Michel Barnier débarque pour sauver une France « ingouvernable »


Michel Barnier, l’ancien négociateur de l’UE pour le Brexit, désormais choisi comme Premier ministre pour aider la France à éviter une crise politique, n’a pas toujours eu des mots gentils pour son nouveau patron, Emmanuel Macron.

« Le président a gouverné ce pays, à l’intérieur et à l’étranger, de manière solitaire et arrogante », a déclaré le vétéran de la politique de centre-droit, âgé de 73 ans, lors d’un débat avant que Macron ne remporte sa deuxième victoire électorale en 2022.

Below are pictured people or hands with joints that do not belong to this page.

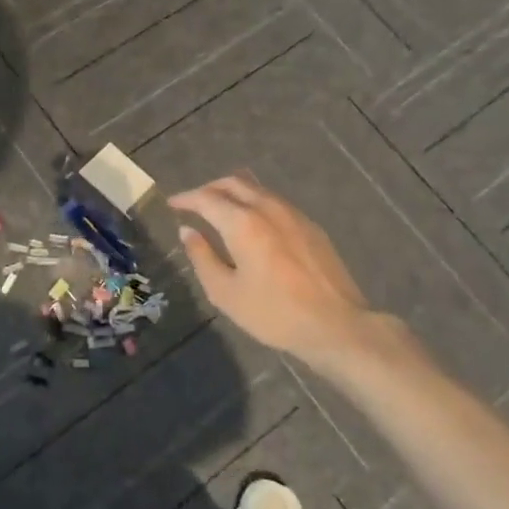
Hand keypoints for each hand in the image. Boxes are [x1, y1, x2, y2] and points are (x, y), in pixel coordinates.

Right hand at [169, 175, 380, 364]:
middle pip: (233, 183)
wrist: (336, 325)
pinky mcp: (311, 226)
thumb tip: (187, 231)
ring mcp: (293, 214)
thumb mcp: (225, 293)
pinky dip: (255, 204)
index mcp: (242, 222)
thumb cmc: (274, 313)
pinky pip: (275, 202)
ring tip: (220, 211)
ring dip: (233, 194)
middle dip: (209, 189)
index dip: (186, 198)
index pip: (206, 198)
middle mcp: (267, 208)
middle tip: (194, 204)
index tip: (172, 204)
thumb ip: (202, 257)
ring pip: (256, 190)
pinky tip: (253, 225)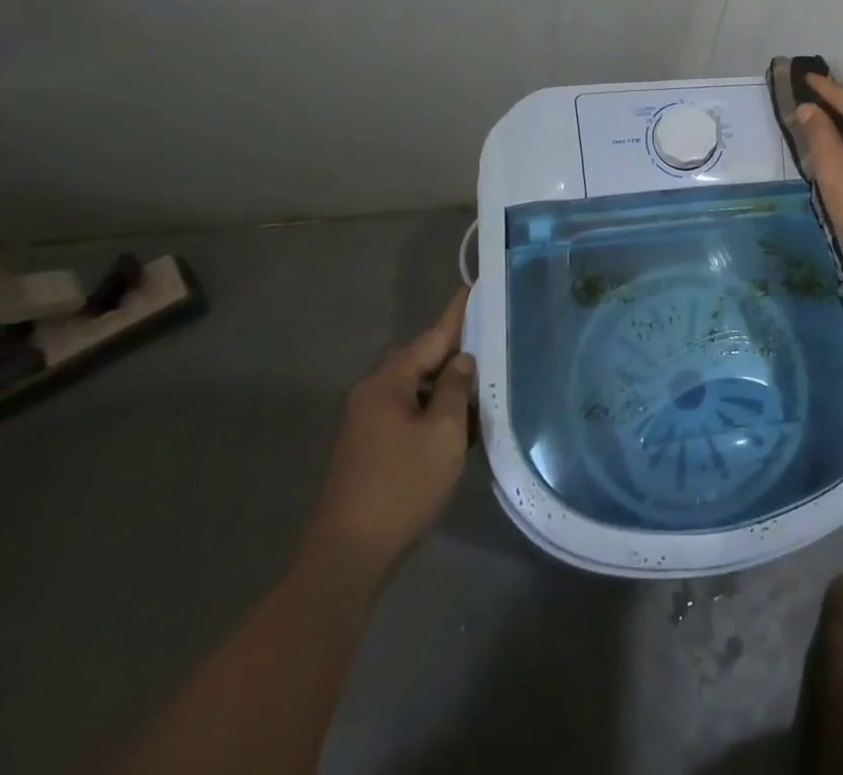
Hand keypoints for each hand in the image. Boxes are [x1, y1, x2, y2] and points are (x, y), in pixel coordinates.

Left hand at [299, 288, 474, 591]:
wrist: (348, 556)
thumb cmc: (402, 485)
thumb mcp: (444, 432)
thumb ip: (456, 388)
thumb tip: (462, 360)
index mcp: (389, 382)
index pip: (432, 335)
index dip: (458, 313)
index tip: (475, 286)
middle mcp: (374, 393)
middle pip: (422, 359)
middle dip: (455, 352)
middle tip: (493, 342)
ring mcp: (368, 422)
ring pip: (417, 388)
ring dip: (447, 387)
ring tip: (484, 385)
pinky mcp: (371, 448)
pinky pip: (410, 412)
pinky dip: (435, 411)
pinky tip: (460, 424)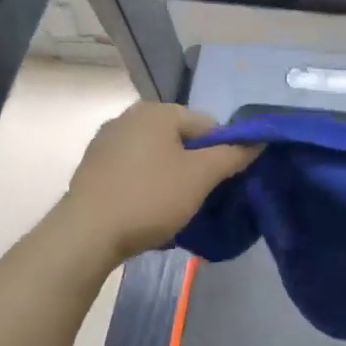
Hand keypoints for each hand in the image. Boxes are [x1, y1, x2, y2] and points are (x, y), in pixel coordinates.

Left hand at [60, 104, 258, 263]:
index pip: (208, 125)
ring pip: (157, 157)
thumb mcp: (200, 177)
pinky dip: (147, 187)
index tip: (222, 185)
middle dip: (195, 167)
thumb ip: (232, 155)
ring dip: (171, 179)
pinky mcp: (93, 167)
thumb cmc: (150, 198)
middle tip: (201, 199)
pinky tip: (148, 212)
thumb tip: (259, 141)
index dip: (223, 153)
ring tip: (175, 210)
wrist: (87, 233)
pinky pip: (134, 172)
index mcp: (156, 111)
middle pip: (180, 140)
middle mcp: (129, 117)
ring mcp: (106, 142)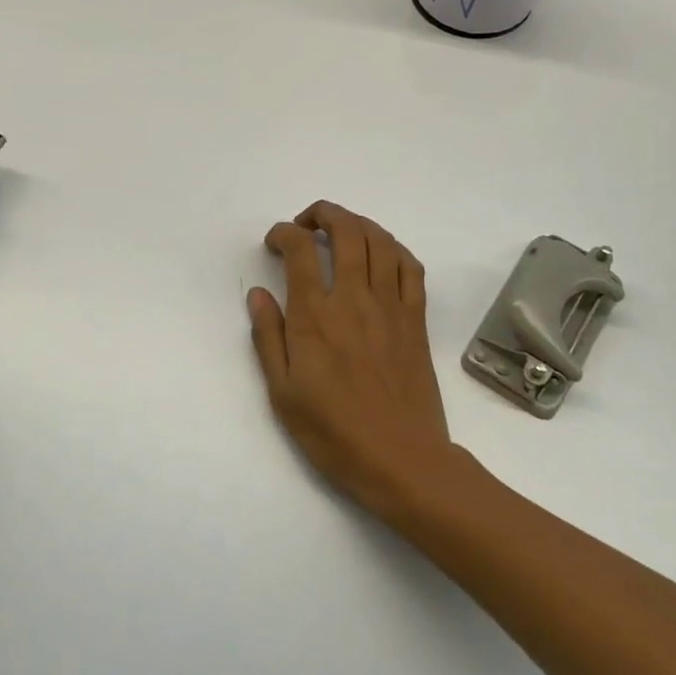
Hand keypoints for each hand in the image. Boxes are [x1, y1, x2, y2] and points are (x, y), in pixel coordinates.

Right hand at [247, 201, 468, 522]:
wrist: (401, 460)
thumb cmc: (333, 433)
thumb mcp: (283, 393)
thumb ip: (268, 337)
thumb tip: (258, 294)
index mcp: (315, 317)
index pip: (301, 250)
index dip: (285, 233)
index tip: (275, 241)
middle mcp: (354, 300)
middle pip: (346, 231)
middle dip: (324, 214)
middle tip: (307, 223)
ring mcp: (391, 307)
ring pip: (381, 241)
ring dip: (359, 223)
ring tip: (341, 229)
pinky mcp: (416, 320)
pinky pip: (411, 268)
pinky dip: (394, 249)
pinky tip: (381, 255)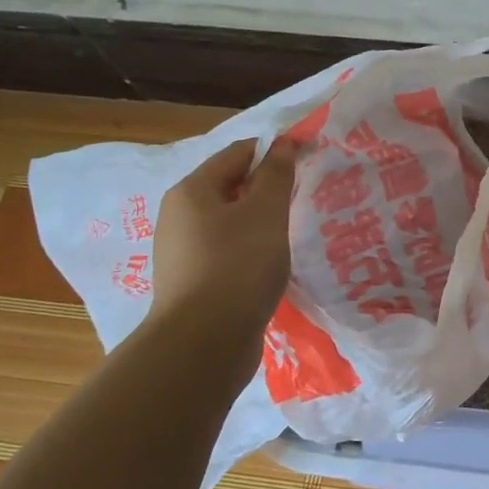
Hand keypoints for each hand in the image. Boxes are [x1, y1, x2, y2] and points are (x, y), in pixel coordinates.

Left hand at [149, 138, 297, 324]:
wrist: (204, 344)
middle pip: (230, 187)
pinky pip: (227, 251)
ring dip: (261, 221)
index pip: (238, 154)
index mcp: (192, 191)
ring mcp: (183, 252)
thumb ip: (276, 175)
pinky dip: (251, 249)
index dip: (274, 151)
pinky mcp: (193, 282)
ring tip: (293, 231)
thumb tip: (282, 144)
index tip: (308, 158)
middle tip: (304, 196)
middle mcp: (179, 216)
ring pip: (230, 222)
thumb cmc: (237, 266)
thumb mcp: (266, 213)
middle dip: (267, 188)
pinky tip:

Macron a désormais choisi Barnier pour faire exactement le contraire : s’appuyer sur ses années d’expérience en tant que négociateur politique pour forger une sorte de consensus fonctionnel dans un paysage politique français qui a rarement été aussi fracturé.

« C’est une sorte d’OVNI dans le ciel politique français », a déclaré Olivier Guersent, haut fonctionnaire français de la Commission européenne qui a été chef de cabinet de Barnier. « Il est difficile à définir. Cela le rend compatible avec à peu près tout. »

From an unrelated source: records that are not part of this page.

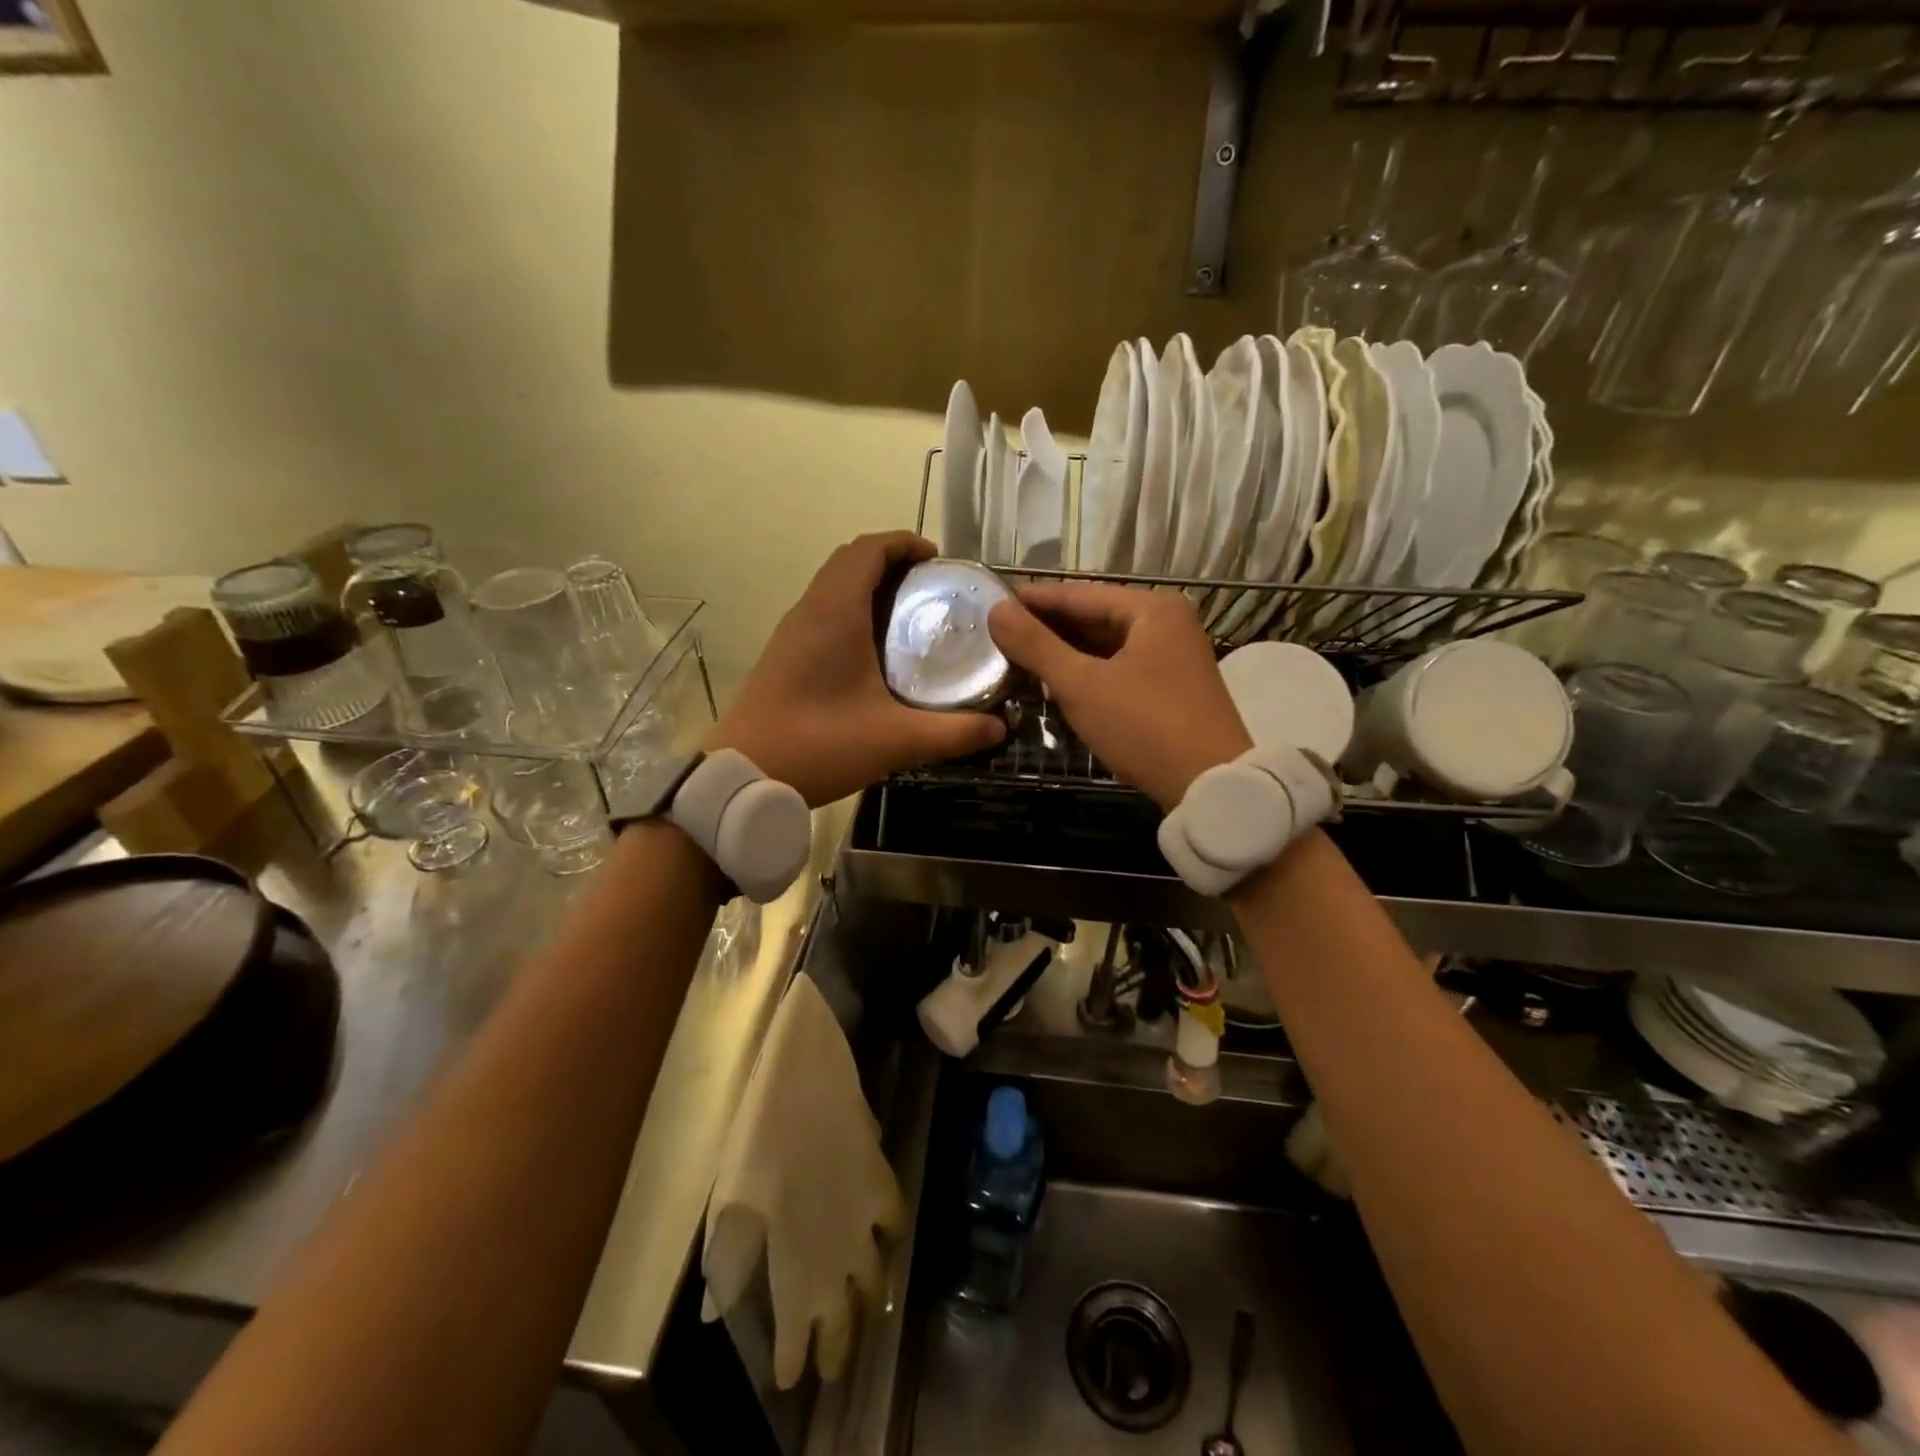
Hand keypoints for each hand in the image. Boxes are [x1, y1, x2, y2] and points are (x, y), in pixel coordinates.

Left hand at [707, 532, 1005, 807]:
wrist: (742, 774)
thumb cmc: (819, 745)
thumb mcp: (896, 740)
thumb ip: (953, 733)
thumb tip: (1000, 727)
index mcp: (835, 613)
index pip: (868, 549)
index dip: (903, 543)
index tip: (938, 559)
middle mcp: (810, 610)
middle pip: (849, 560)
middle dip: (891, 561)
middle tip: (931, 587)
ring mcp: (791, 632)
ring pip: (832, 585)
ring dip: (868, 585)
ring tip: (910, 614)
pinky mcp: (783, 654)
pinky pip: (822, 611)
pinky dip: (851, 609)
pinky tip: (876, 650)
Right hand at [988, 582, 1250, 811]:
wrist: (1210, 787)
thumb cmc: (1144, 727)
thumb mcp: (1082, 685)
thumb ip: (1036, 645)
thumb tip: (996, 611)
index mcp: (1151, 608)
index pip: (1078, 594)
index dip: (1031, 600)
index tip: (990, 603)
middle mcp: (1166, 622)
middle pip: (1093, 617)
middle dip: (1046, 630)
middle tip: (996, 636)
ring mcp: (1172, 655)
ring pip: (1105, 646)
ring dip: (1064, 654)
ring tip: (1016, 660)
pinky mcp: (1170, 686)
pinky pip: (1118, 668)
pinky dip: (1087, 674)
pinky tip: (1054, 684)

Avec la nomination de Barnier jeudi, Macron a au moins mis fin à deux mois de flou après des élections législatives anticipées qui ont donné lieu à un Parlement sans majorité absolue et affaibli le poids de son propre parti centriste.

Mais le répit pour Macron et Barnier pourrait être de courte durée, notamment parce qu’ils sont encerclés par un Parlement divisé qui pourrait renverser le gouvernement à tout moment.

Cette nomination a également un prix : celui de céder un droit de veto et une position de négociation forte à l’éternelle rivale de Macron, Marine Le Pen, du Rassemblement national (RN) d’extrême droite, qui avait étouffé dans l’œuf d’autres nominations.

Le Premier ministre sortant Gabriel Attal, à gauche, et Michel Barnier lors d’une cérémonie de passation de pouvoir à l’Hôtel de Matignon © Sarah Meyssonnier/AFP/Getty Images

Le Pen a déclaré qu’elle attendrait que Barnier s’adresse au Parlement avant de décider de soutenir ou non son gouvernement – ou du moins de ne pas se joindre à la gauche pour le destituer.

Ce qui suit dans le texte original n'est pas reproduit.